Think Lincoln and Portsmouth are having new reservoirs from memory, think they’ve started initial site preparation, but not sure when they’d ready for. There was one planned for the South East, which is what the report focussed on. Think that has been delayed for the last 10 years I believe. But the delay wasn’t down to funding it - just planning and all the legislation you can imagine been thrown at it. We don’t help ourselves as a country sometimes in that respect.
Can’t argue with any of that. All public utilities should be taken away from the profiteers but I wouldn’t trust the government to get it right.
Yes it's a very long process, particularly with all the nimbys we have.
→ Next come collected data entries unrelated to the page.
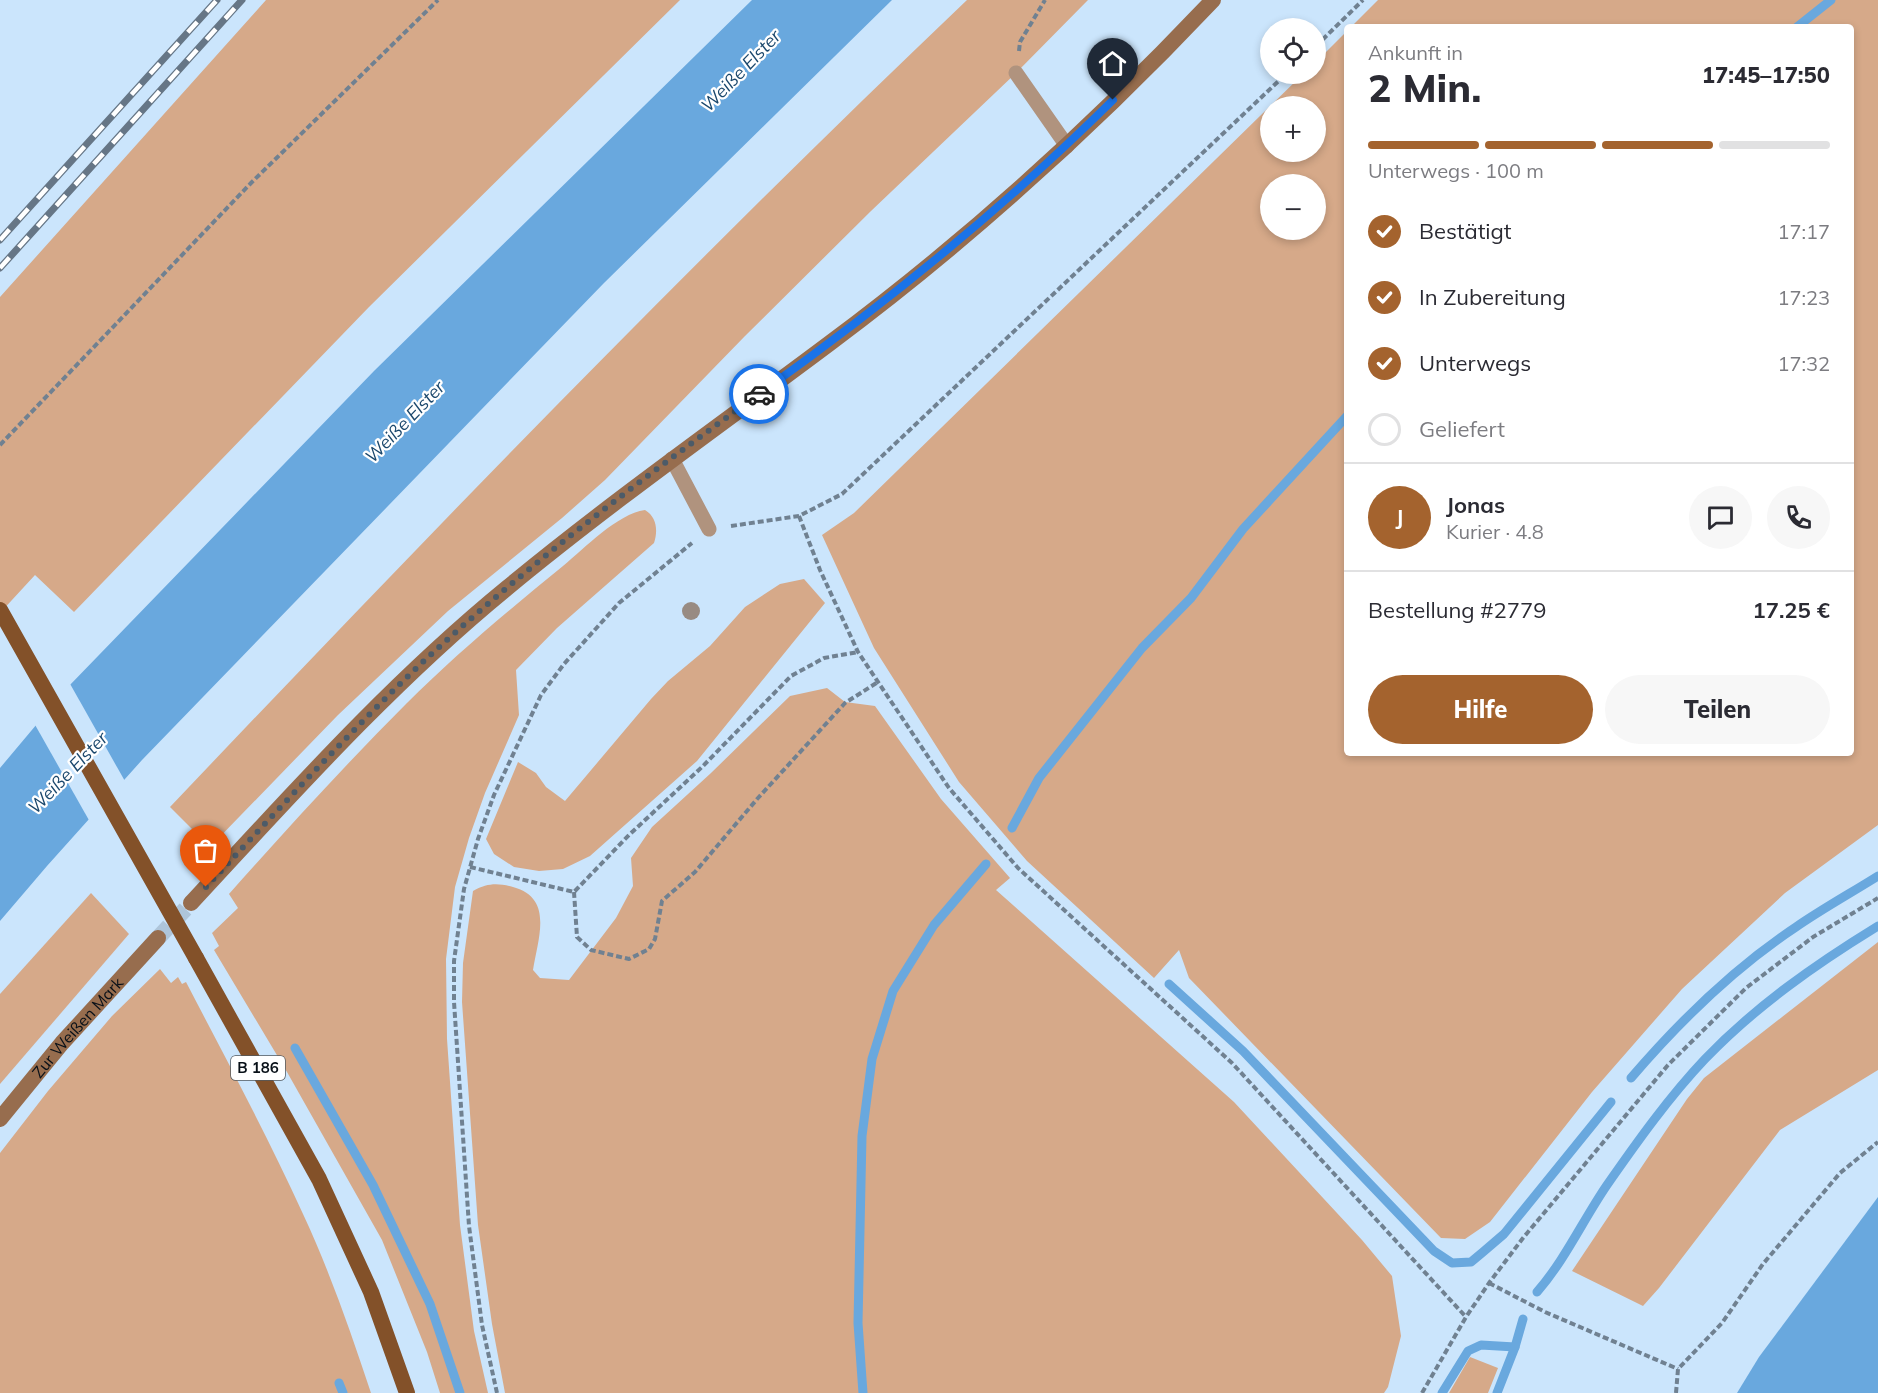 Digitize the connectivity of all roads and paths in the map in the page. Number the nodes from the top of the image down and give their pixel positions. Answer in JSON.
{"nodes":[{"id":1,"x":438,"y":0,"type":"edge"},
{"id":2,"x":1044,"y":0,"type":"edge"},
{"id":3,"x":1213,"y":0,"type":"edge"},
{"id":4,"x":1363,"y":0,"type":"edge"},
{"id":5,"x":1326,"y":35,"type":"edge"},
{"id":6,"x":1016,"y":73,"type":"joint"},
{"id":7,"x":1275,"y":84,"type":"edge"},
{"id":8,"x":1067,"y":146,"type":"junction"},
{"id":9,"x":0,"y":445,"type":"edge"},
{"id":10,"x":672,"y":459,"type":"junction"},
{"id":11,"x":799,"y":516,"type":"junction"},
{"id":12,"x":709,"y":530,"type":"junction"},
{"id":13,"x":0,"y":610,"type":"edge"},
{"id":14,"x":858,"y":652,"type":"junction"},
{"id":15,"x":878,"y":682,"type":"junction"},
{"id":16,"x":470,"y":867,"type":"junction"},
{"id":17,"x":574,"y":891,"type":"junction"},
{"id":18,"x":1878,"y":898,"type":"edge"},
{"id":19,"x":191,"y":903,"type":"tunnel mouth"},
{"id":20,"x":158,"y":938,"type":"tunnel mouth"},
{"id":21,"x":0,"y":1119,"type":"edge"},
{"id":22,"x":1878,"y":1142,"type":"edge"},
{"id":23,"x":1489,"y":1283,"type":"junction"},
{"id":24,"x":1466,"y":1317,"type":"junction"},
{"id":25,"x":1678,"y":1369,"type":"junction"},
{"id":26,"x":407,"y":1393,"type":"edge"},
{"id":27,"x":496,"y":1393,"type":"edge"},
{"id":28,"x":1422,"y":1393,"type":"edge"},
{"id":29,"x":1676,"y":1393,"type":"edge"}],
"edges":[{"from":1,"to":9,"type":"path"},
{"from":2,"to":6,"type":"path"},
{"from":3,"to":8,"type":"main road"},
{"from":4,"to":5,"type":"path"},
{"from":6,"to":8,"type":"lane"},
{"from":7,"to":11,"type":"path"},
{"from":8,"to":10,"type":"main road"},
{"from":10,"to":12,"type":"lane"},
{"from":10,"to":19,"type":"main road"},
{"from":11,"to":12,"type":"path"},
{"from":11,"to":14,"type":"path"},
{"from":12,"to":16,"type":"path"},
{"from":13,"to":26,"type":"main road","number":"B 186","bridge":true},
{"from":14,"to":15,"type":"path"},
{"from":14,"to":17,"type":"path"},
{"from":15,"to":17,"type":"path"},
{"from":15,"to":24,"type":"path"},
{"from":16,"to":17,"type":"path"},
{"from":16,"to":27,"type":"path"},
{"from":18,"to":23,"type":"path"},
{"from":20,"to":21,"type":"main road","name":"Zur Weißen Mark"},
{"from":22,"to":25,"type":"path"},
{"from":23,"to":24,"type":"path"},
{"from":23,"to":25,"type":"path"},
{"from":24,"to":28,"type":"path"},
{"from":25,"to":29,"type":"path"}]} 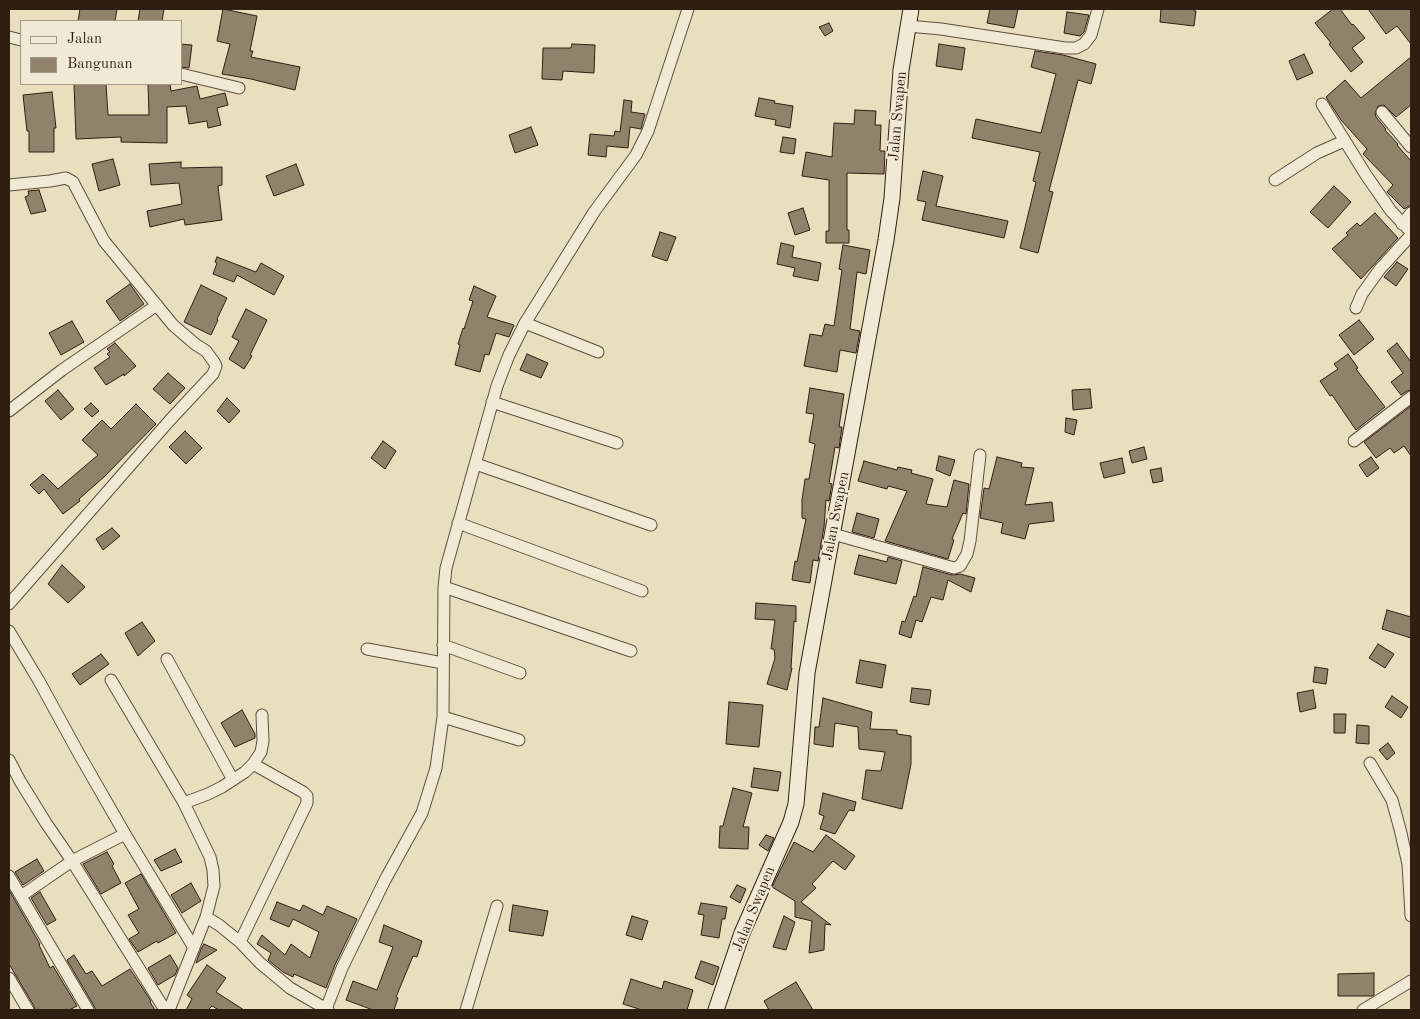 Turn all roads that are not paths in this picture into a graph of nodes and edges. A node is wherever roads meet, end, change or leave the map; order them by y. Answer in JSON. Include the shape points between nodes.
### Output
{"nodes":[{"id":1,"x":688,"y":9,"type":"edge"},
{"id":2,"x":911,"y":9,"type":"edge"},
{"id":3,"x":1098,"y":9,"type":"edge"},
{"id":4,"x":908,"y":26,"type":"junction"},
{"id":5,"x":182,"y":74,"type":"edge"},
{"id":6,"x":239,"y":88,"type":"dead end"},
{"id":7,"x":1322,"y":104,"type":"dead end"},
{"id":8,"x":1382,"y":112,"type":"dead end"},
{"id":9,"x":1344,"y":141,"type":"junction"},
{"id":10,"x":1411,"y":146,"type":"edge"},
{"id":11,"x":1275,"y":180,"type":"dead end"},
{"id":12,"x":9,"y":185,"type":"edge"},
{"id":13,"x":1411,"y":214,"type":"edge"},
{"id":14,"x":1402,"y":224,"type":"junction"},
{"id":15,"x":1411,"y":233,"type":"edge"},
{"id":16,"x":158,"y":305,"type":"junction"},
{"id":17,"x":1356,"y":308,"type":"dead end"},
{"id":18,"x":524,"y":323,"type":"junction"},
{"id":19,"x":598,"y":352,"type":"dead end"},
{"id":20,"x":1411,"y":397,"type":"edge"},
{"id":21,"x":492,"y":402,"type":"junction"},
{"id":22,"x":9,"y":411,"type":"edge"},
{"id":23,"x":1354,"y":441,"type":"dead end"},
{"id":24,"x":617,"y":443,"type":"dead end"},
{"id":25,"x":980,"y":455,"type":"dead end"},
{"id":26,"x":476,"y":464,"type":"junction"},
{"id":27,"x":458,"y":523,"type":"junction"},
{"id":28,"x":651,"y":525,"type":"dead end"},
{"id":29,"x":833,"y":534,"type":"junction"},
{"id":30,"x":444,"y":588,"type":"junction"},
{"id":31,"x":642,"y":591,"type":"dead end"},
{"id":32,"x":9,"y":604,"type":"edge"},
{"id":33,"x":9,"y":631,"type":"edge"},
{"id":34,"x":443,"y":645,"type":"junction"},
{"id":35,"x":367,"y":649,"type":"dead end"},
{"id":36,"x":631,"y":651,"type":"dead end"},
{"id":37,"x":167,"y":659,"type":"dead end"},
{"id":38,"x":444,"y":663,"type":"junction"},
{"id":39,"x":520,"y":673,"type":"dead end"},
{"id":40,"x":111,"y":680,"type":"dead end"},
{"id":41,"x":262,"y":715,"type":"dead end"},
{"id":42,"x":443,"y":717,"type":"junction"},
{"id":43,"x":520,"y":740,"type":"dead end"},
{"id":44,"x":9,"y":760,"type":"edge"},
{"id":45,"x":1370,"y":763,"type":"dead end"},
{"id":46,"x":253,"y":764,"type":"junction"},
{"id":47,"x":233,"y":780,"type":"junction"},
{"id":48,"x":184,"y":803,"type":"junction"},
{"id":49,"x":125,"y":834,"type":"junction"},
{"id":50,"x":72,"y":862,"type":"junction"},
{"id":51,"x":1409,"y":864,"type":"edge"},
{"id":52,"x":9,"y":876,"type":"edge"},
{"id":53,"x":21,"y":896,"type":"junction"},
{"id":54,"x":497,"y":906,"type":"dead end"},
{"id":55,"x":1411,"y":916,"type":"edge"},
{"id":56,"x":206,"y":917,"type":"junction"},
{"id":57,"x":240,"y":942,"type":"junction"},
{"id":58,"x":194,"y":948,"type":"junction"},
{"id":59,"x":9,"y":978,"type":"edge"},
{"id":60,"x":1411,"y":981,"type":"edge"},
{"id":61,"x":28,"y":1010,"type":"edge"},
{"id":62,"x":88,"y":1010,"type":"edge"},
{"id":63,"x":167,"y":1010,"type":"edge"},
{"id":64,"x":327,"y":1010,"type":"edge"},
{"id":65,"x":466,"y":1010,"type":"edge"},
{"id":66,"x":716,"y":1010,"type":"edge"},
{"id":67,"x":1363,"y":1010,"type":"edge"}],
"edges":[{"from":1,"to":18,"type":"street","via":[[648,131],[636,156],[594,212]]},
{"from":2,"to":4,"type":"main road","name":"Jalan Swapen"},
{"from":3,"to":4,"type":"street","via":[[1091,35],[1076,48]]},
{"from":4,"to":29,"type":"main road","name":"Jalan Swapen","via":[[886,240]]},
{"from":5,"to":6,"type":"street"},
{"from":7,"to":9,"type":"street"},
{"from":8,"to":10,"type":"street"},
{"from":9,"to":11,"type":"street","via":[[1317,153]]},
{"from":9,"to":14,"type":"street"},
{"from":12,"to":16,"type":"street","via":[[66,178],[73,182],[104,241]]},
{"from":13,"to":14,"type":"street"},
{"from":14,"to":15,"type":"street"},
{"from":15,"to":17,"type":"street","via":[[1380,269]]},
{"from":16,"to":22,"type":"street","via":[[55,375]]},
{"from":16,"to":32,"type":"street","via":[[173,325],[206,351],[216,366],[214,374],[68,534]]},
{"from":18,"to":19,"type":"street"},
{"from":18,"to":21,"type":"street"},
{"from":20,"to":23,"type":"street"},
{"from":21,"to":24,"type":"street"},
{"from":21,"to":26,"type":"street"},
{"from":25,"to":29,"type":"street","via":[[970,541],[960,566],[954,568]]},
{"from":26,"to":27,"type":"street"},
{"from":26,"to":28,"type":"street"},
{"from":27,"to":30,"type":"street"},
{"from":27,"to":31,"type":"street"},
{"from":29,"to":66,"type":"main road","name":"Jalan Swapen","via":[[807,673],[796,804],[742,933]]},
{"from":30,"to":34,"type":"street"},
{"from":30,"to":36,"type":"street"},
{"from":33,"to":49,"type":"street"},
{"from":34,"to":38,"type":"street"},
{"from":34,"to":39,"type":"street"},
{"from":35,"to":38,"type":"street"},
{"from":37,"to":47,"type":"street"},
{"from":38,"to":42,"type":"street"},
{"from":40,"to":48,"type":"street"},
{"from":41,"to":46,"type":"street","via":[[261,752]]},
{"from":42,"to":43,"type":"street"},
{"from":42,"to":64,"type":"street","via":[[436,768],[422,813],[342,968]]},
{"from":44,"to":50,"type":"street"},
{"from":45,"to":51,"type":"street","via":[[1392,800]]},
{"from":46,"to":47,"type":"street"},
{"from":46,"to":57,"type":"street","via":[[303,792],[307,803]]},
{"from":47,"to":48,"type":"street"},
{"from":48,"to":56,"type":"street","via":[[213,870],[214,886]]},
{"from":49,"to":50,"type":"street"},
{"from":49,"to":58,"type":"street"},
{"from":50,"to":53,"type":"street"},
{"from":50,"to":63,"type":"street"},
{"from":51,"to":55,"type":"street"},
{"from":52,"to":53,"type":"street"},
{"from":53,"to":62,"type":"street"},
{"from":54,"to":65,"type":"street"},
{"from":56,"to":57,"type":"street"},
{"from":56,"to":58,"type":"street"},
{"from":57,"to":64,"type":"street","via":[[290,988]]},
{"from":58,"to":63,"type":"street"},
{"from":59,"to":61,"type":"street"},
{"from":60,"to":67,"type":"street"}]}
This was also a major problem with HS2, in order to placate the Home Counties' nimbys, a lot of it had to be in deep cuttings or tunnels, massively adding to the costs and resulting in longer timescales for development. My wife's sister lives near Downham Market (in Norfolk) where Severn Trent water is building a water abstraction plant and a very long pipeline to avoid building any new reservoirs in their catchment area.